Viguerie: L.A. Times wrong. Conservative icon Richard Viguerie says the Los Angeles Times has an interesting "but completely wrong" article speculating about Mitt Romney's vice presidential pick. The Times wants Romney to pick a moderate, establishment Republican: "Romney may not feel a need to balance the ticket with a strict conservative now that polls show strong support for him among Republican voters." Viguerie, on the other hand, says that "conservatives look to Gov. Romney's choice of running mate as an indication that he shares their commitment to small government constitutional principles. Choosing a running mate who has unquestioned credibility as a small government constitutional conservative is a vital step toward building conservative enthusiasm for the Romney candidacy." Viguerie goes on to say, "Gov. Romney's advisors may not understand that to win, they need to energize conservatives, not just get their votes on Election Day. To energize conservatives, the Romney campaign must choose a principled small government constitutional conservative as his vice presidential nominee-one that conservatives see as a conservative, not someone who the media thinks is 'safe,' but who conservatives won't accept as one of their own."

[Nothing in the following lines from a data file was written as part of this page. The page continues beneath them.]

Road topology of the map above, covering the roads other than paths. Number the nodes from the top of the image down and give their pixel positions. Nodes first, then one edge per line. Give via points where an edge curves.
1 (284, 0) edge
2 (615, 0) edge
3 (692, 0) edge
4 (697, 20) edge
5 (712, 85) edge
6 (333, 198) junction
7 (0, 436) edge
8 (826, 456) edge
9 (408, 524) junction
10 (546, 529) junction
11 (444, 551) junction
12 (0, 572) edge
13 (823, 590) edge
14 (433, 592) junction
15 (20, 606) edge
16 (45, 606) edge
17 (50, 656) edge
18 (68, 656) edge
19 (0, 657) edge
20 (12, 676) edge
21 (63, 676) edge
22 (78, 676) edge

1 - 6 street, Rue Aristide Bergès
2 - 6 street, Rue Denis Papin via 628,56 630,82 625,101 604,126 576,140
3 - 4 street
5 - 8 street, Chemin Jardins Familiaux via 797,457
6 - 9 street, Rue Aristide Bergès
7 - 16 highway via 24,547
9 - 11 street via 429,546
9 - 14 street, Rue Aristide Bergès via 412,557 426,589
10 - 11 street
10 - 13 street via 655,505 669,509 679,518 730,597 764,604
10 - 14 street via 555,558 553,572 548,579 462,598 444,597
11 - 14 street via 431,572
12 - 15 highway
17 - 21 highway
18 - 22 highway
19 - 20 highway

Dads matter. HealthDay News reports that, according to an analysis of parenting studies published in May's Personality and Social Psychology Review, kids who feel rejected by their fathers show higher rates of behavioral problems, delinquency, depression, and substance abuse than those who feel rejected by their mothers. Ronald P. Rohner, Ph.D., a professor emeritus at the University of Connecticut and director of the Ronald and Nancy Rohner Center for the Study of Interpersonal Acceptance and Rejection conducted the analysis. Rohner analyzed 36 studies, from 1975 to 2010, involving almost 1,400 adults and 8,600 children in 18 countries. The children ranged in age from 9 to 18, and adults were between 18 and 89.

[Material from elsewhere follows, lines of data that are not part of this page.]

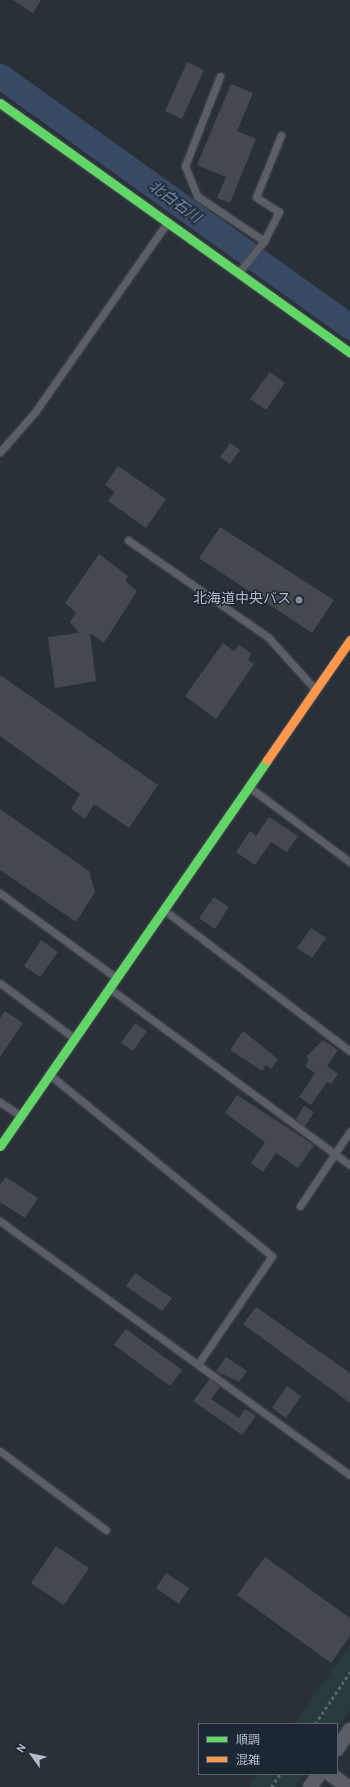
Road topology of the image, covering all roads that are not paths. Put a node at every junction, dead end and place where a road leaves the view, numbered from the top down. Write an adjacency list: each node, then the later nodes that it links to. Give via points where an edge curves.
1 (220, 76): 5 (lane, via 184,166 197,196)
2 (0, 103): 4 (street)
3 (281, 135): 5 (lane, via 256,197 279,212)
4 (168, 222): 6 (street); 8 (lane, via 35,412)
5 (264, 240): 6 (lane)
6 (241, 270): 7 (street)
7 (350, 353)
8 (0, 452)
9 (128, 540): 13 (lane, via 268,637)
10 (350, 640): 11 (street)
11 (340, 654): 12 (lane); 13 (street)
12 (350, 661)
13 (316, 689): 14 (street)
14 (249, 787): 15 (lane); 17 (street)
15 (350, 862)
16 (0, 893): 18 (lane)
17 (164, 910): 18 (street); 22 (lane)
18 (116, 978): 20 (street)
19 (0, 983): 21 (lane)
20 (109, 988): 21 (street); 28 (lane)
21 (74, 1038): 23 (street)
22 (350, 1051)
23 (50, 1074): 25 (street); 32 (lane, via 272,1256)
24 (0, 1102): 25 (lane)
25 (21, 1117): 27 (street)
26 (350, 1131): 28 (lane)
27 (0, 1146)
28 (334, 1154): 29 (lane); 30 (lane)
29 (350, 1165)
30 (300, 1206)
31 (0, 1221): 32 (lane)
32 (198, 1364): 34 (lane)
33 (0, 1451): 35 (lane)
34 (350, 1475)
35 (106, 1530)
36 (350, 1730): 37 (street)
37 (338, 1748)
38 (318, 1775): 40 (street)
39 (331, 1775): 41 (street)
40 (310, 1787)
41 (348, 1787)

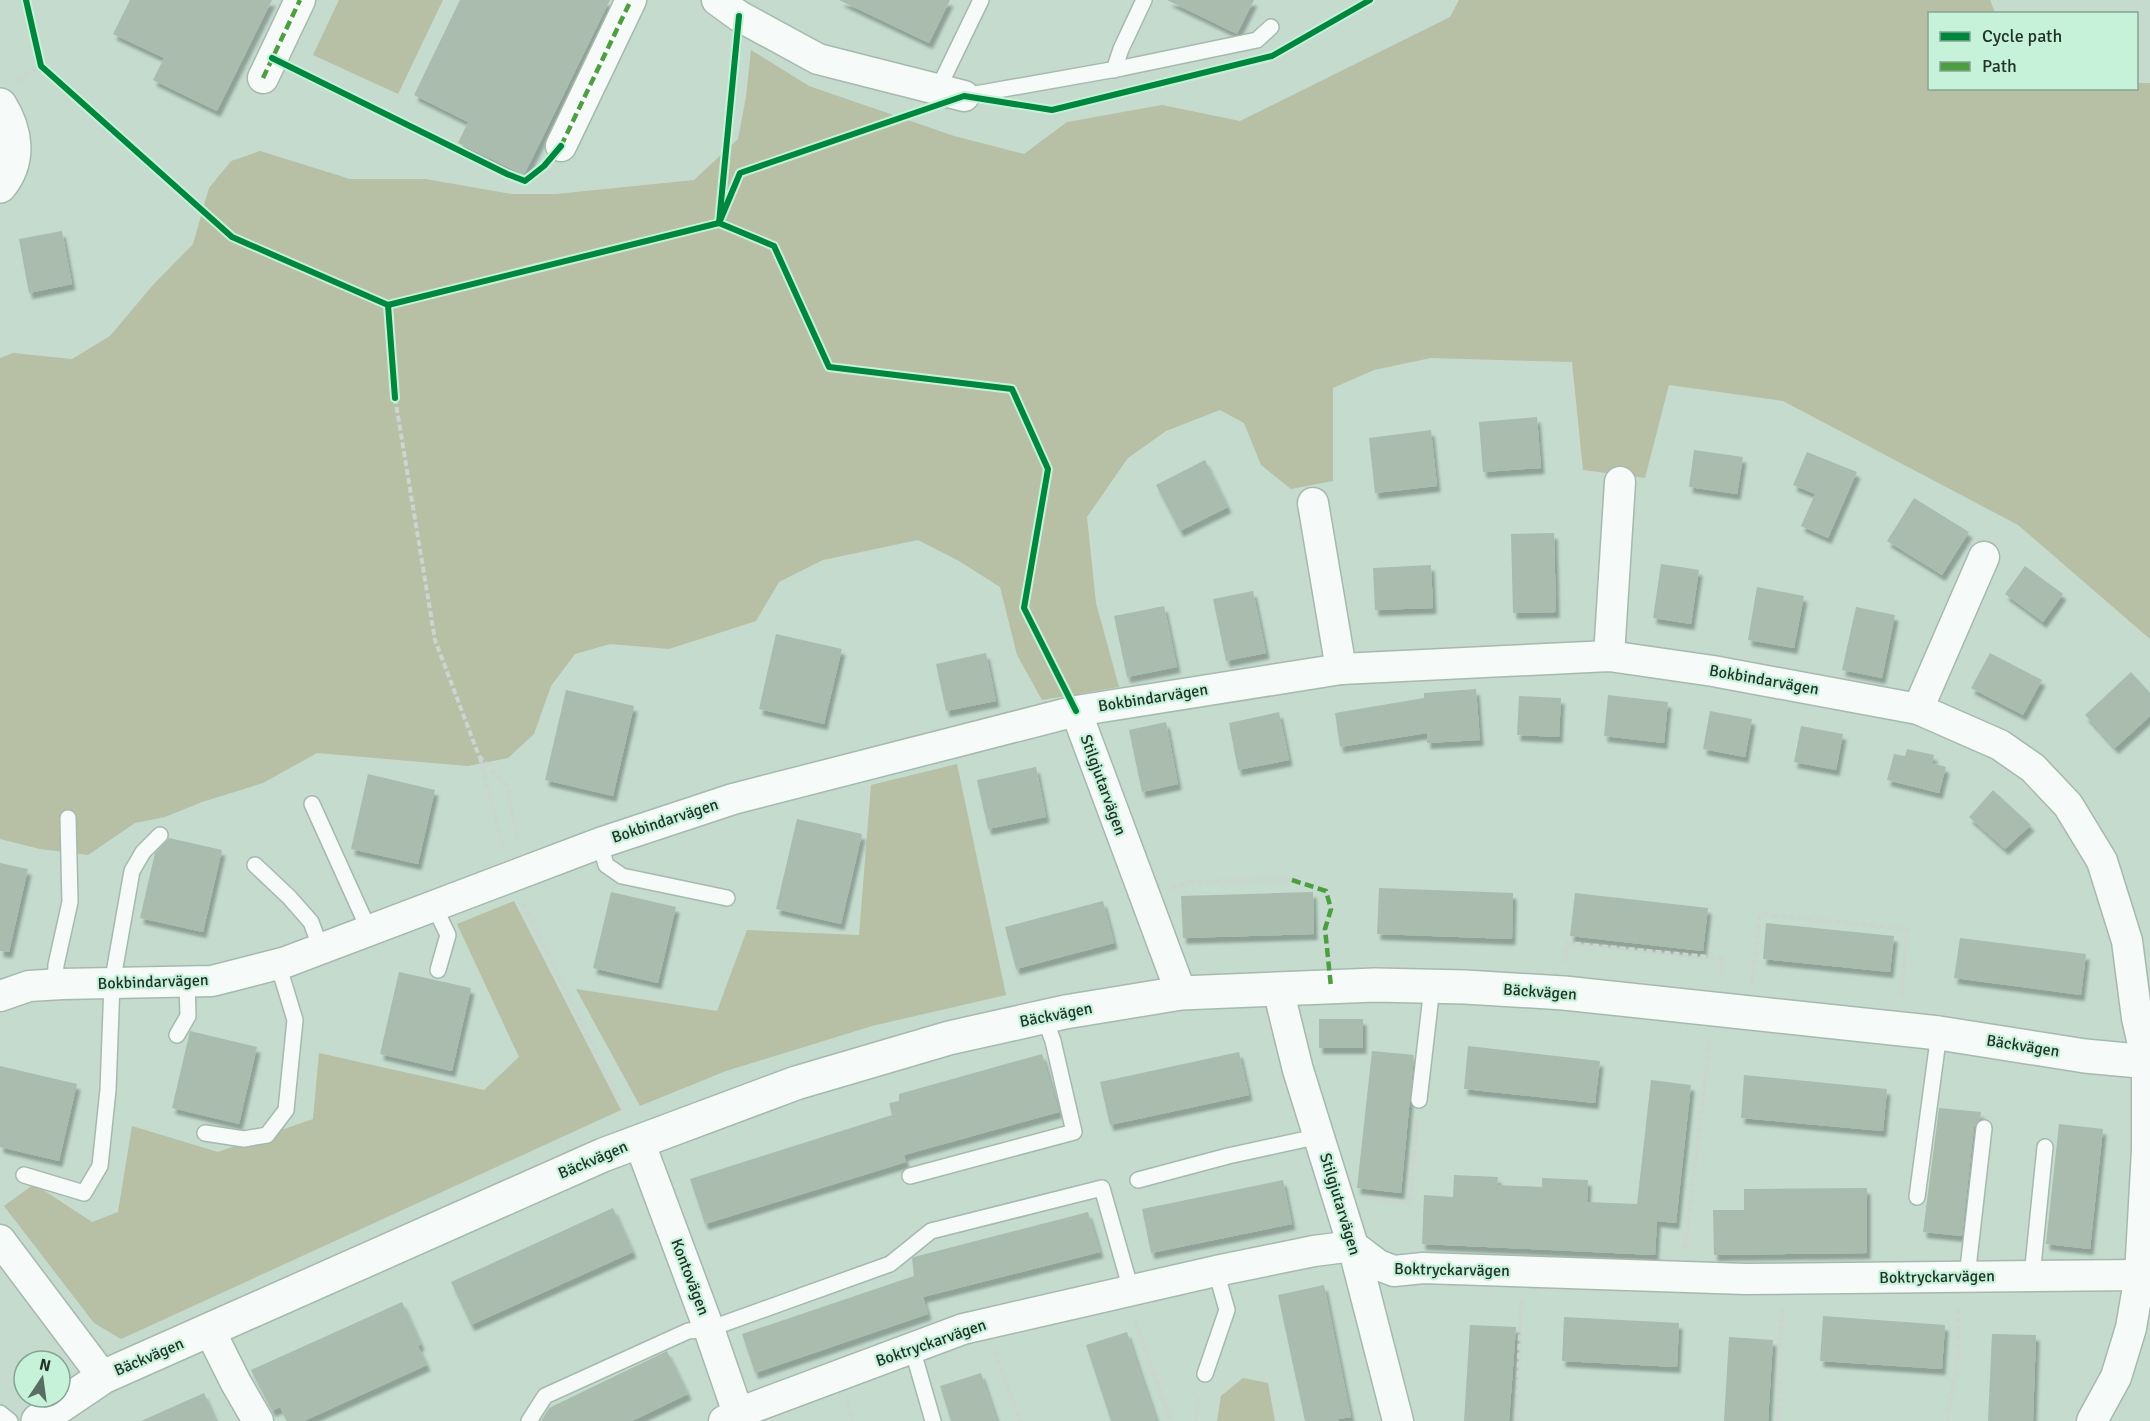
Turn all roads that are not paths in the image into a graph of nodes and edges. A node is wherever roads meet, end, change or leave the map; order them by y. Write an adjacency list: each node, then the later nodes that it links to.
1 (300, 0): 8 (street)
2 (631, 0): 11 (street)
3 (717, 0): 9 (street)
4 (981, 0): 9 (lane)
5 (1144, 0): 7 (lane)
6 (1270, 27): 7 (lane)
7 (1114, 70): 9 (lane)
8 (263, 78)
9 (951, 92)
10 (5, 94): 12 (street)
11 (561, 146)
12 (0, 186)
13 (1620, 482): 16 (street)
14 (1313, 503): 17 (street)
15 (1984, 557): 18 (street)
16 (1609, 656): 17 (street, Bokbindarvägen); 18 (street, Bokbindarvägen)
17 (1341, 669): 19 (street, Bokbindarvägen)
18 (1918, 709): 41 (street, Bokbindarvägen)
19 (1076, 711): 23 (street, Bokbindarvägen); 36 (street, Stilgjutarvägen)
20 (312, 804): 27 (lane)
21 (68, 818): 32 (lane)
22 (160, 835): 33 (lane)
23 (600, 843): 25 (lane); 26 (street, Bokbindarvägen)
24 (255, 865): 28 (lane)
25 (728, 898)
26 (434, 906): 27 (street, Bokbindarvägen); 30 (lane)
27 (369, 930): 28 (street, Bokbindarvägen)
28 (321, 949): 29 (street, Bokbindarvägen)
29 (278, 964): 31 (street, Bokbindarvägen); 44 (lane)
30 (438, 970)
31 (187, 982): 33 (street, Bokbindarvägen); 40 (lane)
32 (55, 984): 33 (street, Bokbindarvägen); 37 (street, Bokbindarvägen)
33 (112, 984): 48 (lane)
34 (1432, 987): 35 (street, Bäckvägen); 39 (street, Bäckvägen); 42 (lane)
35 (1278, 989): 36 (street, Bäckvägen); 45 (street, Stilgjutarvägen)
36 (1181, 993): 38 (street, Bäckvägen)
37 (0, 996)
38 (1044, 1017): 46 (street, Bäckvägen); 49 (lane)
39 (1939, 1033): 41 (street, Bäckvägen); 51 (lane)
40 (177, 1035)
41 (2148, 1062): 54 (street, Bokbindarvägen)
42 (1419, 1100)
43 (1984, 1128): 57 (lane)
44 (205, 1132)
45 (1320, 1136): 50 (lane); 53 (street, Stilgjutarvägen)
46 (639, 1141): 59 (street, Kontovägen); 60 (street, Bäckvägen)
47 (2045, 1147): 56 (lane)
48 (24, 1175)
49 (910, 1176)
50 (1137, 1180)
51 (1917, 1197)
52 (0, 1240): 63 (street)
53 (1353, 1246): 55 (street, Boktryckarvägen); 57 (street, Boktryckarvägen); 71 (street, Stilgjutarvägen)
54 (2144, 1266): 56 (street, Boktryckarvägen); 72 (street, Bokbindarvägen)
55 (1216, 1270): 58 (street, Boktryckarvägen); 62 (lane)
56 (2032, 1276): 57 (street, Boktryckarvägen)
57 (1963, 1277)
58 (1131, 1290): 59 (lane); 61 (street, Boktryckarvägen)
59 (709, 1329): 65 (street, Kontovägen); 69 (lane)
60 (210, 1331): 63 (street, Bäckvägen); 68 (street)
61 (912, 1348): 65 (street, Boktryckarvägen); 70 (lane)
62 (1205, 1374)
63 (103, 1377): 67 (street, Bäckvägen)
64 (0, 1413): 66 (lane)
65 (731, 1417)
66 (10, 1421)
67 (38, 1421)
68 (258, 1421)
69 (529, 1421)
70 (933, 1421)
71 (1398, 1421)
72 (2092, 1421)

Aggie agonistes. The Alliance Defense Fund (ADF) filed a lawsuit Tuesday against Texas A&M University over a policy that allows school administrators to decide which student groups can receive funding. Last December, Texas Aggie Conservatives-one of 800 student organizations on campus-submitted a funding request to help bring conservative speaker Star Parker to campus, who planned to discuss poverty, race, and social justice issues from both a political and religious perspective. University officials denied the request in February, saying money "cannot be approved for recognized organizations with a classification of social and political issues." ADF says the policy has no clear standards for which groups are eligible for funding and that giving administrators that much discretion in effect creates an unconstitutional restriction of speech. "Student groups should not be singled out for discrimination because of their political or religious views," said ADF legal counsel David Hacker. "Universities are supposed to be the marketplace of ideas, not a place where funding earmarked for student groups only go to the ones the university prefers."

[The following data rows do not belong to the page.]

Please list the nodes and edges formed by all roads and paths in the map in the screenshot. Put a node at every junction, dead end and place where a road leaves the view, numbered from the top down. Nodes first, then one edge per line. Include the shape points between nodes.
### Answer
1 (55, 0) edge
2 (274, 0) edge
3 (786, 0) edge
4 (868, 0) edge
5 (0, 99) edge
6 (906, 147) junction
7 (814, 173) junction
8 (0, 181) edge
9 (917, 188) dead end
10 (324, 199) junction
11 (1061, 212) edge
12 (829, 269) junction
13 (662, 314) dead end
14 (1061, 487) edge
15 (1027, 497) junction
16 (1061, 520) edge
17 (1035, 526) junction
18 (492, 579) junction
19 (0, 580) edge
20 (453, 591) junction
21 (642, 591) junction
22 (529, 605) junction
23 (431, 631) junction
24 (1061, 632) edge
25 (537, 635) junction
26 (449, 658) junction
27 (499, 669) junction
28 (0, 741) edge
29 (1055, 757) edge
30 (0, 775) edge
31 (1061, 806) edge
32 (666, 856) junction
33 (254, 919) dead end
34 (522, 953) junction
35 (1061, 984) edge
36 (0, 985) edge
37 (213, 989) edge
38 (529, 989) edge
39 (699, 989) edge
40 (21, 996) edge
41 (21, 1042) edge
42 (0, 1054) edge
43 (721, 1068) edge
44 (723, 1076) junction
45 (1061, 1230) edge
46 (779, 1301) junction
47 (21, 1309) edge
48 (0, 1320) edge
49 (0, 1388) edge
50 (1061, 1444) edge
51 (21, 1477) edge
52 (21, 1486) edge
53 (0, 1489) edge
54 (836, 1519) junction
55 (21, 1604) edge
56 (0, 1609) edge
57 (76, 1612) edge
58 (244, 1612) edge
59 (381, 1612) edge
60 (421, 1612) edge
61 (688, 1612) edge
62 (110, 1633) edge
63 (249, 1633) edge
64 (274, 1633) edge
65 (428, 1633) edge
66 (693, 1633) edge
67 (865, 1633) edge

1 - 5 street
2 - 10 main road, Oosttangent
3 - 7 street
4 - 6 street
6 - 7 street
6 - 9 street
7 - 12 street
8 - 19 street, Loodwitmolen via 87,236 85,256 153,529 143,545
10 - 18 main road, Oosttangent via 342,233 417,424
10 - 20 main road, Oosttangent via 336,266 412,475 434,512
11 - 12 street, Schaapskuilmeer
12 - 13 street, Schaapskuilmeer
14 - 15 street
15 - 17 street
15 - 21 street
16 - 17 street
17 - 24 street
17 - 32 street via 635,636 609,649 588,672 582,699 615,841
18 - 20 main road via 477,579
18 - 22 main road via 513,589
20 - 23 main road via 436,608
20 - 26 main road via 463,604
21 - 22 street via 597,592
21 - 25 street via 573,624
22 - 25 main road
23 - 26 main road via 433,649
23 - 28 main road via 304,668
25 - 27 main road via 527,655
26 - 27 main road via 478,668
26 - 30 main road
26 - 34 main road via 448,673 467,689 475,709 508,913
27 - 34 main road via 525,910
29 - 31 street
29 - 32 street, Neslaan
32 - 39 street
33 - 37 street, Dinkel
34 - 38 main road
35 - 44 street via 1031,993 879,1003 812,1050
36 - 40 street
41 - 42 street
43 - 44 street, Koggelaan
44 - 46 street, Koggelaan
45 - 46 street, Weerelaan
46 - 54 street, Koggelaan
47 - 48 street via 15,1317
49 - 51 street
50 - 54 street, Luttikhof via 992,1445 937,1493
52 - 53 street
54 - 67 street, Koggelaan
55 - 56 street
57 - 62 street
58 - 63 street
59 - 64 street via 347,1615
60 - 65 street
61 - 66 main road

Pistol Pete. Congratulations are in order (I guess) to the Miami Heat for winning the NBA championship last night. It was a pitiful, strike/lockout-shortened season for the NBA, though the ratings of the finals were up about 6 percent over last year on the strength of the Oklahoma City Thunder's Cinderella story and the drama surrounding LeBron James. Today, though, I am not celebrating the Heat or the Thunder. I'm remembering a player to whom LeBron James and most everyone else now in the NBA owe their game: Pete Maravich. Had he lived, Maravich would be 65 years old today, but he died in 1988 at age 40 of a previously undetected congenital heart defect-playing a pick-up game with Focus on the Family's James Dobson, among others. Maravich is still the NCAA's all-time leading scorer, and he set that record before the days of the three-point shot, and in an era when freshmen couldn't play on the varsity team. A panel of NBA historians named Maravich one of the 50 greatest NBA players of all time and ESPNU named the former Louisiana State star the greatest college player in history. Most important of all, after experimenting with a variety of religions, Maravich embraced Christianity late in his short life. A few years before his death he said, "I want to be remembered as a Christian, a person that serves Him [Jesus] to the utmost, not as a basketball player."